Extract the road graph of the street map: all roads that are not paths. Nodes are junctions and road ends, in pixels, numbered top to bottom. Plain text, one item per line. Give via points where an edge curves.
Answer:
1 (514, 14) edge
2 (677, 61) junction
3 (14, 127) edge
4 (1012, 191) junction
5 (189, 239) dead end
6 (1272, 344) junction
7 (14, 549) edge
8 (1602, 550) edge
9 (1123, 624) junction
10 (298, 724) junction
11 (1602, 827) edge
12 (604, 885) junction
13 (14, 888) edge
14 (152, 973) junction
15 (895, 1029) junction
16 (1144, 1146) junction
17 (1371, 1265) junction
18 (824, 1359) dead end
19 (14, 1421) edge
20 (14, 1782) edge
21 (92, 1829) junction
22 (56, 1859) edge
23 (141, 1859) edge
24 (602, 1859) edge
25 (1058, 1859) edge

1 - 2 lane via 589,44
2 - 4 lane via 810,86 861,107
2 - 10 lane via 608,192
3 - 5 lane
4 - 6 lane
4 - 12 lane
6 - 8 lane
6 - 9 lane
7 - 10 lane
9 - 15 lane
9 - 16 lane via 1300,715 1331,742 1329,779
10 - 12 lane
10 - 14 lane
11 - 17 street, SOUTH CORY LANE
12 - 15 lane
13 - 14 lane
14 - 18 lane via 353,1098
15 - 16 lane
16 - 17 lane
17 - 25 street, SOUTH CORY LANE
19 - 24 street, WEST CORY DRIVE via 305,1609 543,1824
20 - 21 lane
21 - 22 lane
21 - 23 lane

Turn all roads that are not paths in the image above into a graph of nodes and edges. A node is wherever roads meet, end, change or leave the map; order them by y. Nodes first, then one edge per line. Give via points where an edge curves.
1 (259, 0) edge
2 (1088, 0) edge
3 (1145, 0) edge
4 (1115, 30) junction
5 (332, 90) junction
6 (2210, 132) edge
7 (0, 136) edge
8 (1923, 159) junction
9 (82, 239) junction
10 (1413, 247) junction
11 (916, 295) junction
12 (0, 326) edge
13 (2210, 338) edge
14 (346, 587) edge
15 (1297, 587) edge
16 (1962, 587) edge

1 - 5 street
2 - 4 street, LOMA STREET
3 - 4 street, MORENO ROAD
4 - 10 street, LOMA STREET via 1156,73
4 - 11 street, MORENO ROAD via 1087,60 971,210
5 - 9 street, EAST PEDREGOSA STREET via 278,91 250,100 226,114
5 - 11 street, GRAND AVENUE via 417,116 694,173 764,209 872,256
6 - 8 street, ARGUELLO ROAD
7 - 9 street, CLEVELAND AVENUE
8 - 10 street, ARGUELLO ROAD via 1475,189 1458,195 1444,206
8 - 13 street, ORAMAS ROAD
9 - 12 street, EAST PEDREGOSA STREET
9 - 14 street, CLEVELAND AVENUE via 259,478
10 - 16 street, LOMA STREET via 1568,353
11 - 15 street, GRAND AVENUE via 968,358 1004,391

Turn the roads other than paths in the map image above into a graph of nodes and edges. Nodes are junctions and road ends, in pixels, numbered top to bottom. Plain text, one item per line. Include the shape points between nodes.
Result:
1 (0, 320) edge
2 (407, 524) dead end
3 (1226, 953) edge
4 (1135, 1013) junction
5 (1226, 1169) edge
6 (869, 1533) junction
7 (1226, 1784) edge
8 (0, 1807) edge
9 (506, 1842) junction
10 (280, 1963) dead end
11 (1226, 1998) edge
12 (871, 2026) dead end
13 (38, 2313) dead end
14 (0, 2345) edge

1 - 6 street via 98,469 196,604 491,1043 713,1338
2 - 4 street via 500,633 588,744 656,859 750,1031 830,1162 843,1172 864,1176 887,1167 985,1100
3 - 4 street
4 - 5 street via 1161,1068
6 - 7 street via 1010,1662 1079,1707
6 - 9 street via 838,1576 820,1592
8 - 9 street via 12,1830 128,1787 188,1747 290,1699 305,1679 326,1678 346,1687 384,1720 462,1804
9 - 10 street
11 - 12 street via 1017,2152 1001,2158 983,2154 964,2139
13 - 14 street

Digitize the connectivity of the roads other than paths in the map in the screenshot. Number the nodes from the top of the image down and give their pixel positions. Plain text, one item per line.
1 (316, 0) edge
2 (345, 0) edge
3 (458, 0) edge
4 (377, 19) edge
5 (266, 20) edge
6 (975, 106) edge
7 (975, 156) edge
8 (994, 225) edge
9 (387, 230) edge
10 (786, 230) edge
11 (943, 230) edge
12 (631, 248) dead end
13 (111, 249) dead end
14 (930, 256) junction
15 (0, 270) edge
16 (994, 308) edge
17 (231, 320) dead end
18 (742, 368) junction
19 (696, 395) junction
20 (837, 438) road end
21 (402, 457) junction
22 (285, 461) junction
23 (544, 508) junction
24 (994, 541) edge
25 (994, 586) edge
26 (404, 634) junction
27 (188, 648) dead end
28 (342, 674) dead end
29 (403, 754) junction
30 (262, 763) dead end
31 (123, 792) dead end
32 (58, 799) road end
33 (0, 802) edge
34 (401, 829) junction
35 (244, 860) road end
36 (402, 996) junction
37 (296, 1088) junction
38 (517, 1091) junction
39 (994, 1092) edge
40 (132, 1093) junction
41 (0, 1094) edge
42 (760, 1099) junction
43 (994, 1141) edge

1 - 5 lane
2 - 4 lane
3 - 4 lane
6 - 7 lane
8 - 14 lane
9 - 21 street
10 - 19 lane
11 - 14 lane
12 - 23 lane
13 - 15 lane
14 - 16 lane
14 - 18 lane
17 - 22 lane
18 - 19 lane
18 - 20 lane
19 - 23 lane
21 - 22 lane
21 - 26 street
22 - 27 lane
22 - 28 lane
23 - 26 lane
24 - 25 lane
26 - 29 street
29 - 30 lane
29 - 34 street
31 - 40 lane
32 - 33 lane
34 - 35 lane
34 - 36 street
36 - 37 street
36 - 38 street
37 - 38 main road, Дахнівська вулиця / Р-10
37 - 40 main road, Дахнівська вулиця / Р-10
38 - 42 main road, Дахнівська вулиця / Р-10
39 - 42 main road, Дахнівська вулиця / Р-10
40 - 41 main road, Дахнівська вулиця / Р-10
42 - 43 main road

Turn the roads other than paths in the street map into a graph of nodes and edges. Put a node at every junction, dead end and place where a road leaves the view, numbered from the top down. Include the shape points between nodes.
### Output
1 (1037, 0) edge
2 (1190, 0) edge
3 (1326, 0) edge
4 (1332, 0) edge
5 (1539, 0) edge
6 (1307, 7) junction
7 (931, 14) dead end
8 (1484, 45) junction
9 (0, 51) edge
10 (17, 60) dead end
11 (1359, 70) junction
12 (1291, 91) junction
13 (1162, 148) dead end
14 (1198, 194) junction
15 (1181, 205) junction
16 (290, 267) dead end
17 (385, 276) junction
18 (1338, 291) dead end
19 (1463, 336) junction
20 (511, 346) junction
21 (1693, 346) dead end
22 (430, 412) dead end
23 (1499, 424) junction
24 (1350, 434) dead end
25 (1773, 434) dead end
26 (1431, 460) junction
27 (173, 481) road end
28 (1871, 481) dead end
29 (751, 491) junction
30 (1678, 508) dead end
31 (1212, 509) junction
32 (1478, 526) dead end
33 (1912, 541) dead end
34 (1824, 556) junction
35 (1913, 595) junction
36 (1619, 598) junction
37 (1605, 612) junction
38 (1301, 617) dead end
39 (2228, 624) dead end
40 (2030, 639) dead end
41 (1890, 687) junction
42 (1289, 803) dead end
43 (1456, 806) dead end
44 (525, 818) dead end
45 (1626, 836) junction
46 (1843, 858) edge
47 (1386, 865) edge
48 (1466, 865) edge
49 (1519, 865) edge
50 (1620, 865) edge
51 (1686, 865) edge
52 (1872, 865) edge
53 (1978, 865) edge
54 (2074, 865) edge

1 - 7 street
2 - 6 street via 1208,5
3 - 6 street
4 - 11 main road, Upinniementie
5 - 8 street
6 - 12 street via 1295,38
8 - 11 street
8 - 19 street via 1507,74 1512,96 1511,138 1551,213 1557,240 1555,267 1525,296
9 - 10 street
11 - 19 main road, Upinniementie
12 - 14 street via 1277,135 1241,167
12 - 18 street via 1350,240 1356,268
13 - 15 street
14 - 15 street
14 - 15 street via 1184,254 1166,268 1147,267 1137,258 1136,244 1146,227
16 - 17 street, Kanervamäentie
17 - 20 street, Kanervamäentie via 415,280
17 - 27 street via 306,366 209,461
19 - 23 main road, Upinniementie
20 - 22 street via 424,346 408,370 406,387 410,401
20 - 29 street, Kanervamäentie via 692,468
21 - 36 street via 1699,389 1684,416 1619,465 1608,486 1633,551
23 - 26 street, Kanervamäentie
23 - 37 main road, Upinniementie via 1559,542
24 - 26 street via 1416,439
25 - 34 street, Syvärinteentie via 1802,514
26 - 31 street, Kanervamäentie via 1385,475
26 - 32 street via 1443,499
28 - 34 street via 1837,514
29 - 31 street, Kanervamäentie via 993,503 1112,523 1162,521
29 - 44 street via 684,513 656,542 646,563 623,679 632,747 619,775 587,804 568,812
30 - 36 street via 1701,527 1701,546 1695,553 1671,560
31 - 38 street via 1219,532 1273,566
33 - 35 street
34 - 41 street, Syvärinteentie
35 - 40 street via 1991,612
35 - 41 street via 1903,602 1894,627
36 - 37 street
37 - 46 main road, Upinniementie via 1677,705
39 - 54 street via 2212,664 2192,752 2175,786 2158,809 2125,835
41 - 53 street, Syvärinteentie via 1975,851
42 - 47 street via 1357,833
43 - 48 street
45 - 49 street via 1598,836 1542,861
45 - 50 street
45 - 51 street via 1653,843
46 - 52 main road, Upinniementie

Task objective.
Go through the records above and copy every line with the word "CORY".

The completed task.
11 - 17 street, SOUTH CORY LANE
17 - 25 street, SOUTH CORY LANE
19 - 24 street, WEST CORY DRIVE via 305,1609 543,1824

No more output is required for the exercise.